_Record set_.
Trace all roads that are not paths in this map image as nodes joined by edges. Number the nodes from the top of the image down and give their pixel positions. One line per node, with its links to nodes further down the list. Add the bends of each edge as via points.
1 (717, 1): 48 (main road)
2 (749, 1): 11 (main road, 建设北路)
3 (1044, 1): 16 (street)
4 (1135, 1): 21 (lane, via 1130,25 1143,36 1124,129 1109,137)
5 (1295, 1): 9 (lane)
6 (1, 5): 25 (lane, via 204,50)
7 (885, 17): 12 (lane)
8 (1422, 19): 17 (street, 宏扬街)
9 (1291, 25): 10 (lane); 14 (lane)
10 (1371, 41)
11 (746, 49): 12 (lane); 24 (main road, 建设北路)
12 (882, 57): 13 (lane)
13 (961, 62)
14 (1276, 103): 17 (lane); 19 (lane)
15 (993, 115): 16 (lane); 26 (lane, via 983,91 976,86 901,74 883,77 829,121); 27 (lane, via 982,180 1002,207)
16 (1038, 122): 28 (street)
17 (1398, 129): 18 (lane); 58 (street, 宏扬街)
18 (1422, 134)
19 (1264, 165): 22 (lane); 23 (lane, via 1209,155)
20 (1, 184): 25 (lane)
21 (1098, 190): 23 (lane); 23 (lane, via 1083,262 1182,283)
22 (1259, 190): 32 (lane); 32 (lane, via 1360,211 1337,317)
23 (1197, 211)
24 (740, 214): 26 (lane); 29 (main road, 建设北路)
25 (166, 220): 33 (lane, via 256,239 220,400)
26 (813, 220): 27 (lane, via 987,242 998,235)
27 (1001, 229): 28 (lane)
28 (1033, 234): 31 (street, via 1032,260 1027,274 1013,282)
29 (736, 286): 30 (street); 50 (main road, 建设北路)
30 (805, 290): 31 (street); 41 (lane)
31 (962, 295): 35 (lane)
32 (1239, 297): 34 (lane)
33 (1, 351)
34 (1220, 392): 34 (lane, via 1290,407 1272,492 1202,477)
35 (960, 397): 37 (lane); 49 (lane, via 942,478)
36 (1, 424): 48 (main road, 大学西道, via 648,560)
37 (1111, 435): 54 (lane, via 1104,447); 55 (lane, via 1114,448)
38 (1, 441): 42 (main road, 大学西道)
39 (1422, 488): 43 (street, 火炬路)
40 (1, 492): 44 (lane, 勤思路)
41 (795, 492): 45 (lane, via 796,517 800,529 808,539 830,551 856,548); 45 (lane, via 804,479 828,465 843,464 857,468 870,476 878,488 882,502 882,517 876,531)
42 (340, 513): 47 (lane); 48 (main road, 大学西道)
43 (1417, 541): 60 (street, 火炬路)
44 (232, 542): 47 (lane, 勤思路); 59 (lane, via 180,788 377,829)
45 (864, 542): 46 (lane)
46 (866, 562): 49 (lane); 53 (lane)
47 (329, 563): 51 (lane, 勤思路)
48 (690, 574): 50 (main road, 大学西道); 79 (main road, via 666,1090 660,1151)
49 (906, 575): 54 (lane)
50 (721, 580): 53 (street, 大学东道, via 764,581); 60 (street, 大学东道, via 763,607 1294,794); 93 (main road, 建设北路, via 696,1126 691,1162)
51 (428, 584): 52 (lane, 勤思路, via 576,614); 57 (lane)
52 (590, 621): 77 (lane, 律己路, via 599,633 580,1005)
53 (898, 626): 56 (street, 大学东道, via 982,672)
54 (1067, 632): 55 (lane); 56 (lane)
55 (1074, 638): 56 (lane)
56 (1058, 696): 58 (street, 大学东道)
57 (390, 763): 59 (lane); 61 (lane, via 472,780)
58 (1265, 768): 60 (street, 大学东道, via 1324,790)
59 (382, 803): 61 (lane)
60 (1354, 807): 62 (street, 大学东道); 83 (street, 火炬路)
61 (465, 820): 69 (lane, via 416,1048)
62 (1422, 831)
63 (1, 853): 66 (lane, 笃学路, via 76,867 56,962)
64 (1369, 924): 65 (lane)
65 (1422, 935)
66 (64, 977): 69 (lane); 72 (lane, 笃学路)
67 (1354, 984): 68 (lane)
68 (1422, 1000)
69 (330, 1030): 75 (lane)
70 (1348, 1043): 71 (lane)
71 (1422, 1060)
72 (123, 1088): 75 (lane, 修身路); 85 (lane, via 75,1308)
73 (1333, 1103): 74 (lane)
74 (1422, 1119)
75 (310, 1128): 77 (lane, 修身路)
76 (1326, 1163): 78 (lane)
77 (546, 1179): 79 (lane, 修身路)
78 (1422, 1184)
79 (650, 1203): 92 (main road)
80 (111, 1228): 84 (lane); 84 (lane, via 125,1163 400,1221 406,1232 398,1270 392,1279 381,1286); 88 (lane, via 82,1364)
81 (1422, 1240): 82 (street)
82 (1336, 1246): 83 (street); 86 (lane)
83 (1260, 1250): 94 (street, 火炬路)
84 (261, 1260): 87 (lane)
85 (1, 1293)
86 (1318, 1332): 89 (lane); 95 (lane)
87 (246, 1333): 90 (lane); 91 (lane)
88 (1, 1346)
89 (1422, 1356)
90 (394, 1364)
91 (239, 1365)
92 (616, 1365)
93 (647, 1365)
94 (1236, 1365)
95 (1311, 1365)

_Action item_. Go through the entries above, and wherever a line holds the word "main", copy that line.

_Answer to this exercise_.
1 (717, 1): 48 (main road)
2 (749, 1): 11 (main road, 建设北路)
11 (746, 49): 12 (lane); 24 (main road, 建设北路)
24 (740, 214): 26 (lane); 29 (main road, 建设北路)
29 (736, 286): 30 (street); 50 (main road, 建设北路)
36 (1, 424): 48 (main road, 大学西道, via 648,560)
38 (1, 441): 42 (main road, 大学西道)
42 (340, 513): 47 (lane); 48 (main road, 大学西道)
48 (690, 574): 50 (main road, 大学西道); 79 (main road, via 666,1090 660,1151)
50 (721, 580): 53 (street, 大学东道, via 764,581); 60 (street, 大学东道, via 763,607 1294,794); 93 (main road, 建设北路, via 696,1126 691,1162)
79 (650, 1203): 92 (main road)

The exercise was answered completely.